Figure 3: Nextflow workflow diagram. (Rivera 2021).
Image Source: https://github.com/PalMuc/TransPi/blob/master/README.md

Explanation of which notebooks execute which processes:

  • Notebooks labeled 0 (Submodule_00_Background.ipynb and 00_Glossary.md) respectively cover background materials and provide a centralized glossary for both the biological problem of transcriptome assembly, as well as an introduction to workflows and container-based computing.
  • Notebook 1 (Submodule_01_prog_setup.ipynb) is used for setting up the environment. It should only need to be run once per machine. (Note that our version of TransPi does not run the precheck script. To avoid the headache and wasted time, we have developed a workaround to skip that step.)
  • Notebook 2 (Submodule_02_basic_assembly.ipynb) carries out a complete run of the Nextflow TransPi assembly workflow on a modest sequence set, producing a small transcriptome.
  • Notebook 3 (Submodule_03_annotation_only.ipynb) carries out an annotation-only run using a prebuilt, but more complete transcriptome.
  • Notebook 4 (Submodule_04_google_batch_assembly.ipynb) carries out the workflow using the Google Batch API.
  • Notebook 5 (Submodule_05_Bonus_Notebook.ipynb) is a more hands-off notebook to test basic skills taught in this module.

Data

The test dataset used in the majority of this module is a downsampled version of a dataset that can be obtained in its complete form from the SRA database (Bioproject PRJNA318296, GEO Accession GSE80221). The data was originally generated by Hartig et al., 2016. We downsampled the data files in order to streamline the performance of the tutorials and stored them in a Google Cloud Storage bucket. The sub-sampled data, in individual sample files as well as a concatenated version of these files are available in our Google Cloud Storage bucket at gs://nigms-sandbox/nosi-inbremaine-storage/resources/seq2.

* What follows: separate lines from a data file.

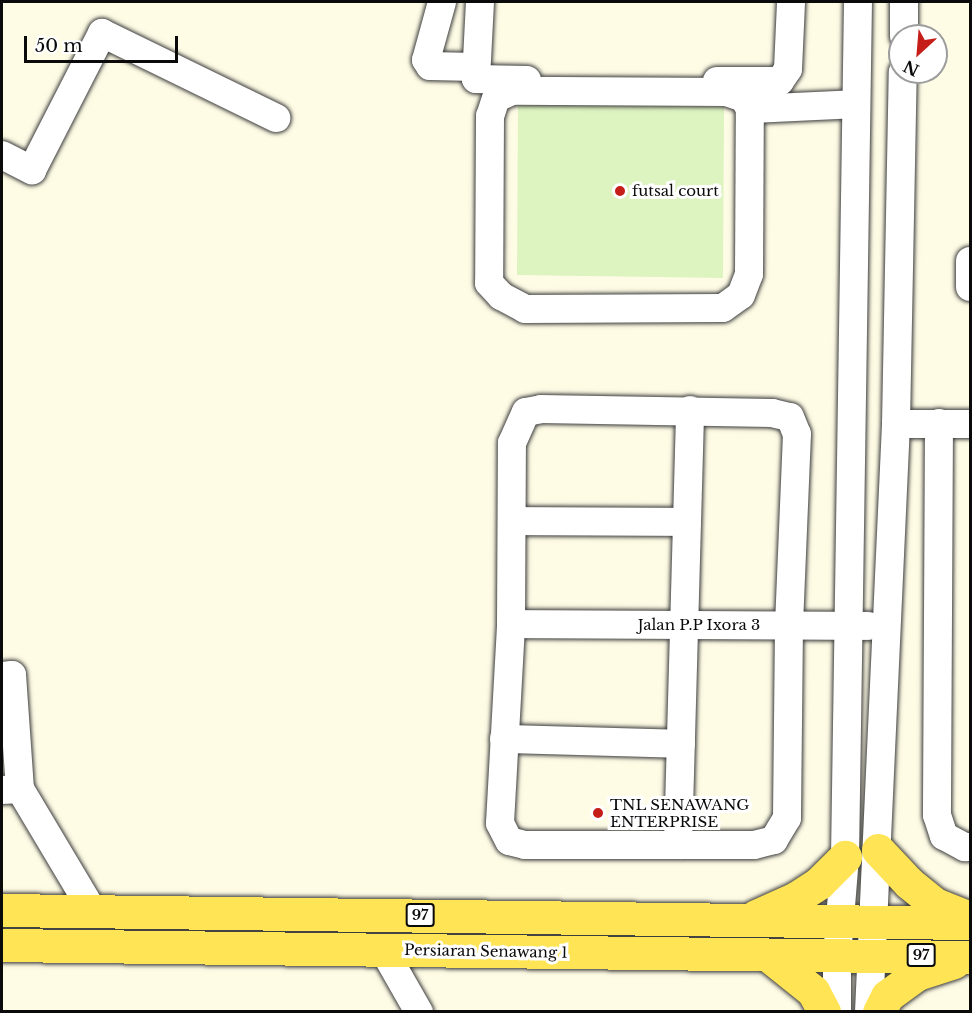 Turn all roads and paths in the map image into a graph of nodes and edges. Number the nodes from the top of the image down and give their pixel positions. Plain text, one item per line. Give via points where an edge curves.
1 (442, 2) edge
2 (480, 2) edge
3 (791, 2) edge
4 (858, 2) edge
5 (904, 2) edge
6 (904, 24) edge
7 (475, 67) junction
8 (903, 84) edge
9 (855, 104) junction
10 (750, 109) junction
11 (276, 118) dead end
12 (2, 155) edge
13 (970, 261) edge
14 (970, 287) edge
15 (690, 410) junction
16 (939, 423) junction
17 (896, 424) junction
18 (970, 424) edge
19 (512, 521) junction
20 (687, 522) junction
21 (510, 624) junction
22 (684, 625) junction
23 (789, 626) junction
24 (849, 626) junction
25 (887, 627) junction
26 (2, 676) edge
27 (504, 739) junction
28 (681, 744) junction
29 (11, 790) edge
30 (678, 845) junction
31 (970, 847) edge
32 (878, 850) junction
33 (844, 857) junction
34 (2, 910) edge
35 (92, 910) junction
36 (749, 920) junction
37 (839, 921) junction
38 (873, 921) junction
39 (970, 921) edge
40 (2, 945) edge
41 (383, 950) junction
42 (871, 954) junction
43 (768, 955) junction
44 (837, 956) junction
45 (970, 957) edge
46 (419, 1011) edge
47 (824, 1011) edge
48 (837, 1011) edge
49 (869, 1011) edge
50 (879, 1011) edge

1 - 7 street via 426,60 430,66
2 - 7 street
3 - 7 street via 788,69 780,81 478,80
4 - 9 street
5 - 6 street
8 - 17 street
9 - 10 street
9 - 24 street
10 - 10 street via 749,274 741,295 723,308 525,309 501,296 489,283 490,116 496,98 512,91 727,92 744,98
11 - 12 street via 102,33 33,170
13 - 14 street
15 - 19 street via 526,412 512,443
15 - 20 street
15 - 23 street via 790,417 797,434
16 - 17 street
16 - 18 street
16 - 31 street via 937,815 944,836
17 - 25 street
19 - 20 street
19 - 21 street
20 - 22 street
21 - 22 street, Jalan P.P Ixora 3
21 - 27 street
22 - 23 street, Jalan P.P Ixora 3
22 - 28 street
23 - 24 street, Jalan P.P Ixora 3
23 - 30 street via 787,818 774,840 754,845
24 - 25 street, Jalan P.P Ixora 3
24 - 33 street
25 - 32 street
26 - 29 street via 12,675
27 - 28 street
27 - 30 street via 500,823 509,841 525,845
28 - 30 street
29 - 35 street
32 - 38 street
32 - 39 main road via 935,904
33 - 36 main road via 819,883
33 - 37 street
34 - 35 main road, 97
35 - 36 main road, 97
36 - 37 main road, 97
37 - 38 main road, 97
37 - 44 street
38 - 39 main road, 97
38 - 42 street
40 - 41 main road, Persiaran Senawang 1 / 97
41 - 43 main road, Persiaran Senawang 1 / 97
41 - 46 street
42 - 44 main road, Persiaran Senawang 1 / 97
42 - 45 main road, Persiaran Senawang 1 / 97
42 - 49 street
43 - 44 main road, Persiaran Senawang 1 / 97
43 - 47 main road via 813,991
44 - 48 street
45 - 50 main road via 917,974 888,996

Additional datasets for demonstration of the annotation features of TransPi were obtained from the NCBI Transcriptome Shotgun Assembly archive. These files can be found in our Google Cloud Storage bucket at gs://nigms-sandbox/nosi-inbremaine-storage/resources/trans.

  • Microcaecilia dermatophaga
    • Bioproject: PRJNA387587
    • Originally generated by Torres-Sánchez M et al., 2019.
  • Oncorhynchus mykiss
    • Bioproject: PRJNA389609
    • Originally generated by Wang J et al., 2016, Al-Tobasei R et al., 2016, and Salem M et al., 2015.
  • Pseudacris regilla
    • Bioproject: PRJNA163143
    • Originally generated by Laura Robertson, USGS.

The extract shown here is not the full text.